One backdoor around the exclusivity of the workers’ compensation states in many states, like Florida or Texas, for example, is if the employer is grossly negligent, they can be a claim for negligence.
In Vermont, a Chayer v. Ethan Allen, plaintiff was employed at the Ethan Allen’s furniture manufacturing plant in Orleans, Vermont. Plaintiff worked on a double-end tenoning machine which is essentially a conveyor belt on which furniture rests as they move forward the machine’s saw blades. Plaintiff inadvertently placed his hand on the belt and his hand caught in a “pinch point” and was pulled into the blades which cut off his hand. He had tried to turn off the machine’s shutoff switch but was unable to do so. Plaintiff personal injury lawyer claimed that Ethan Allen knew and discussed this very risk and did not take the necessary precautions. Specifically, Ethan Allen knew that the switches, including the shutoff switch which was critical in this case, were located in such a way as to pose a danger.

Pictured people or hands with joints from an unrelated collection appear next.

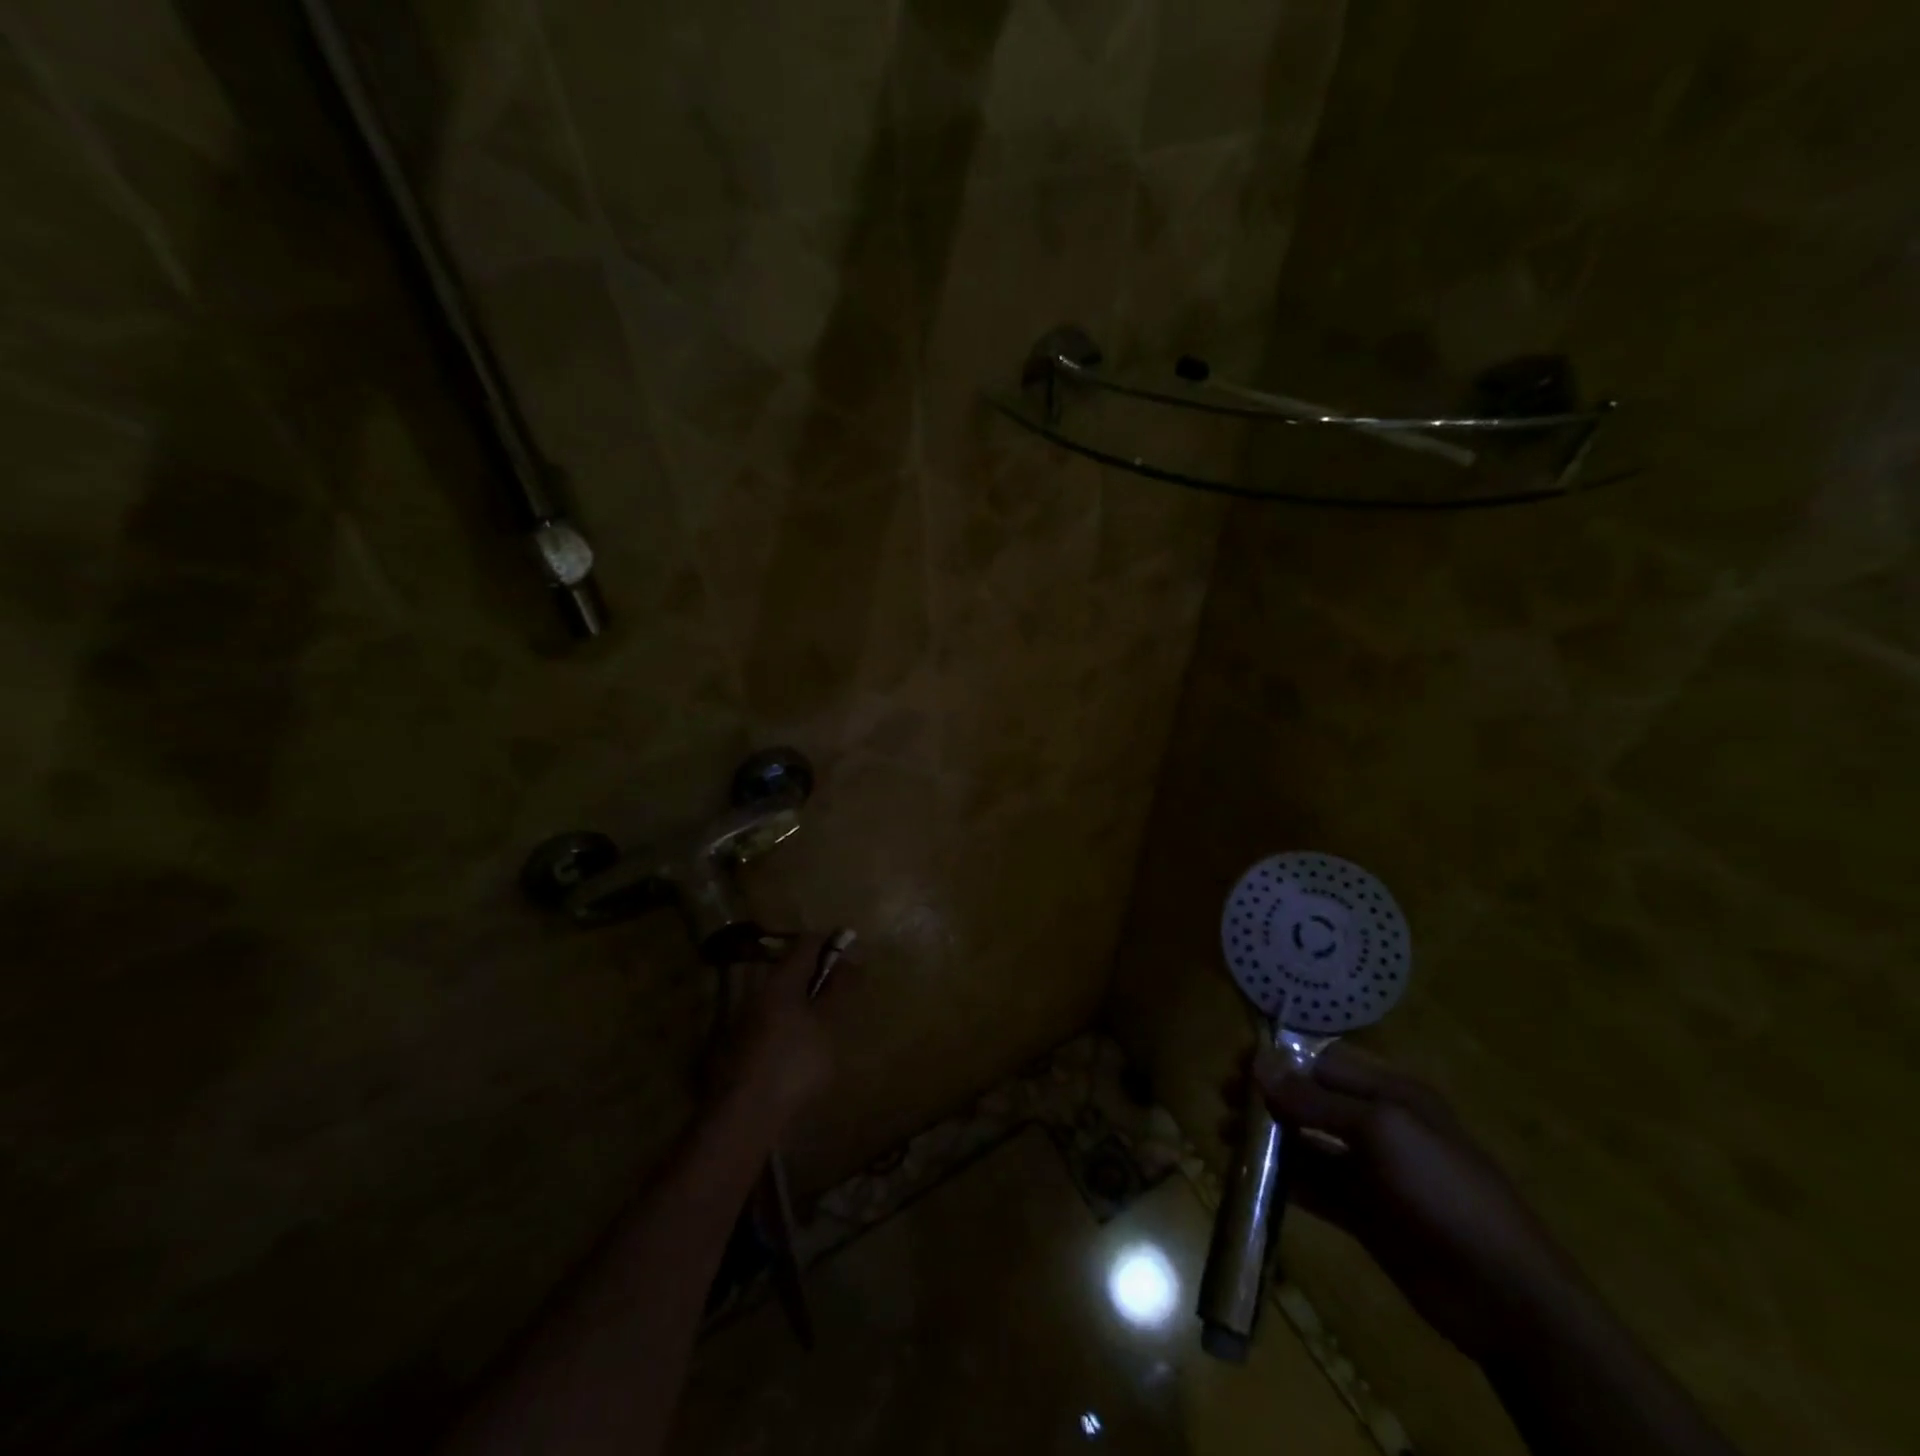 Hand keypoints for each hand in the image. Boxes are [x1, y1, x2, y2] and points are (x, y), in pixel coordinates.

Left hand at [706, 932, 842, 1128]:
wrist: (743, 1118)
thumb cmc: (793, 1063)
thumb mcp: (827, 1023)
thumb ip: (840, 987)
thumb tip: (853, 953)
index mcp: (781, 979)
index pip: (808, 942)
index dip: (833, 945)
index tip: (855, 960)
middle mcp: (759, 991)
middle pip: (793, 968)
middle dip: (820, 976)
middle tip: (845, 996)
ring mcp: (746, 1019)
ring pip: (783, 996)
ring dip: (806, 1002)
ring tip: (829, 1025)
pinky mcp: (741, 1046)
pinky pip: (774, 1021)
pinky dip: (793, 1025)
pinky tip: (803, 1050)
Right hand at [1245, 1043, 1585, 1363]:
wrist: (1505, 1294)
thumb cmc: (1443, 1189)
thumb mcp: (1380, 1130)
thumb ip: (1315, 1100)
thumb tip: (1258, 1065)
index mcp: (1390, 1093)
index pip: (1323, 1062)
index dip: (1280, 1060)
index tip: (1236, 1065)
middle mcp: (1378, 1124)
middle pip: (1311, 1100)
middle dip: (1267, 1096)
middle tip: (1223, 1100)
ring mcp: (1371, 1172)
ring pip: (1307, 1142)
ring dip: (1268, 1137)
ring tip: (1224, 1135)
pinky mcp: (1364, 1213)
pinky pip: (1314, 1186)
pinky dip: (1283, 1179)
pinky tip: (1250, 1177) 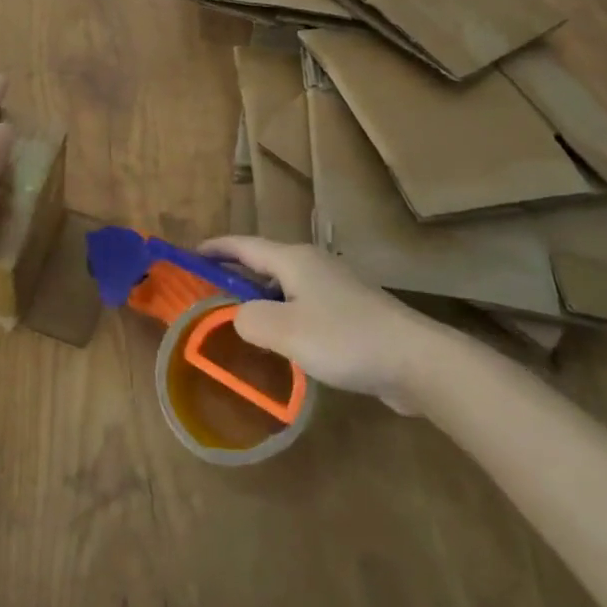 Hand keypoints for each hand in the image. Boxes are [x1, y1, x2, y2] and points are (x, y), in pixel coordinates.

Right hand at [200, 235, 432, 411]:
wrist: (416, 360)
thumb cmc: (345, 338)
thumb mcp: (285, 331)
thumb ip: (250, 320)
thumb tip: (239, 317)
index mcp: (294, 260)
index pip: (244, 245)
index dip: (216, 248)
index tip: (191, 255)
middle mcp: (313, 265)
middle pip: (265, 263)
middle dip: (236, 275)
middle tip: (208, 294)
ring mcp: (336, 288)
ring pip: (286, 287)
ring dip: (261, 299)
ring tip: (239, 320)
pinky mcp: (352, 312)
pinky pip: (305, 306)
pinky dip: (285, 316)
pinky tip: (284, 343) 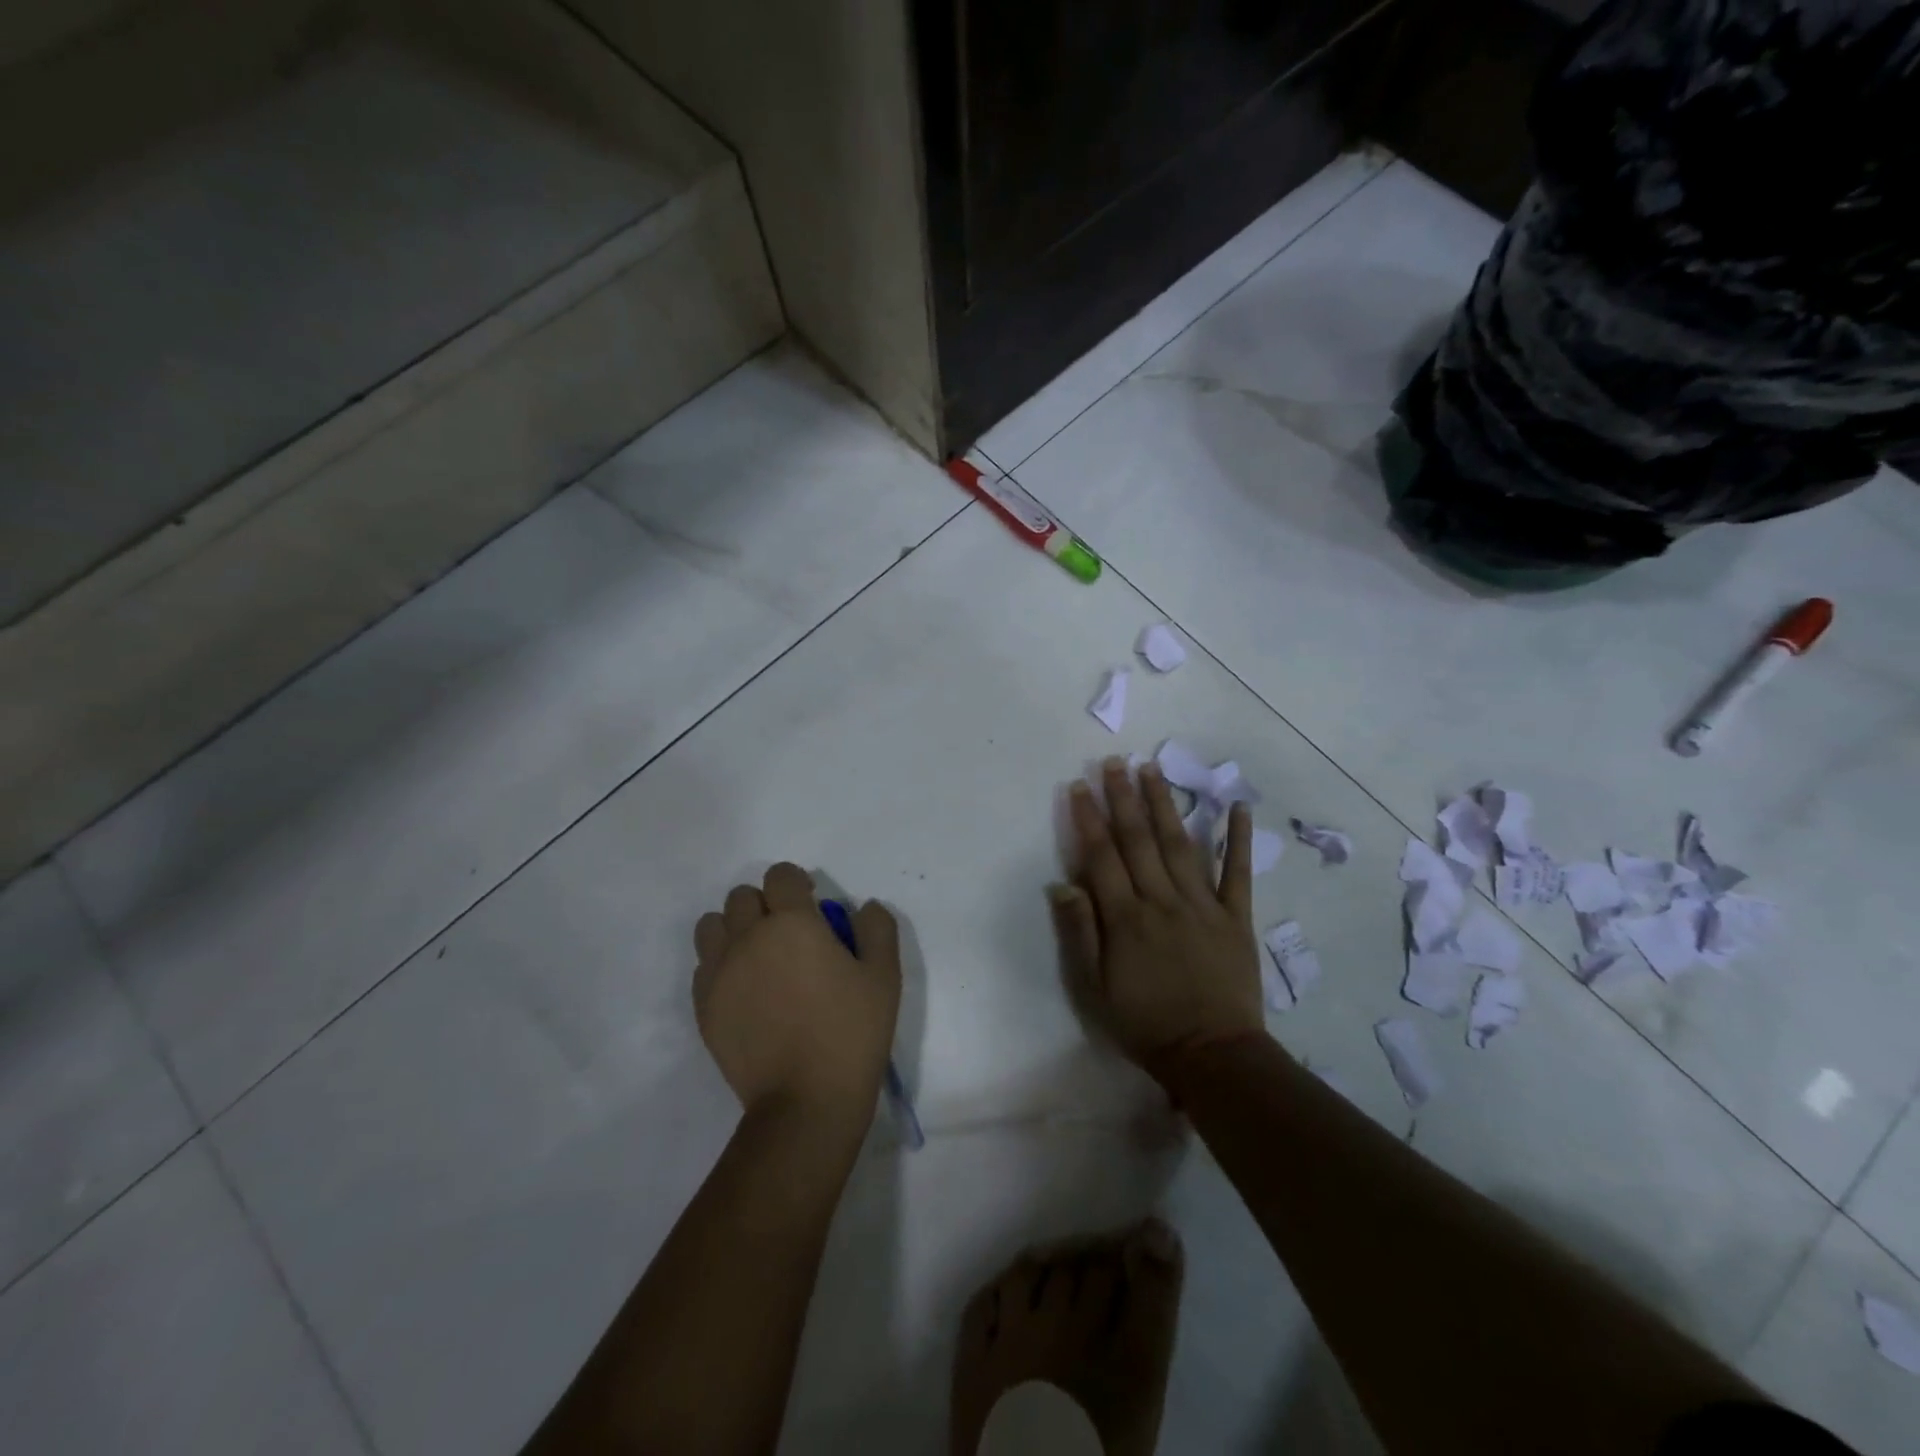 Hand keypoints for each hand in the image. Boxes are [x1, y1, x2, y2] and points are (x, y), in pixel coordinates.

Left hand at [693, 863, 900, 1128]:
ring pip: (712, 926)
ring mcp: (719, 973)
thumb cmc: (851, 1032)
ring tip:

Last week, Vermont Supreme Court went in a different direction, holding that the exclusivity of workers’ compensation bars an injured worker’s claims for gross negligence against an employer-employee safety committee The court found that all of Plaintiff’s claims under Vermont law amount to “nothing beyond a breach of the employer’s nondelegable duty to maintain a safe workplace.”
Another thing I found interesting was the Plaintiff’s lawyer’s creative effort to backdoor the workers’ compensation laws by suing the employer-employee safety committee. How that would work from a liability standpoint, as the Vermont Supreme Court points out, is difficult. Would committee members be liable individually? If so, would dissenting or abstaining members also be responsible for the committee’s decisions? If so, how was he or she negligent. The idea is a stretch because it is hard to think that a committee with no real financial power could liable for failing to convince Ethan Allen to do the right thing. But, again, this Vermont lawyer was in a tough spot trying to get a recovery in this accident case. I doubt there was a serious settlement offer on the table. Obviously, given that the man hand was amputated, this case underscores the weakness of the workers’ comp remedy in cases where the employer negligently caused the Plaintiff’s injury.
Of course, when you read this opinions, you are required to assume all facts most favorable to Plaintiff. So Ethan Allen might have good explanations for all of these allegations. Still, it did not leave me with a fuzzy feeling toward one of my favorite furniture stores.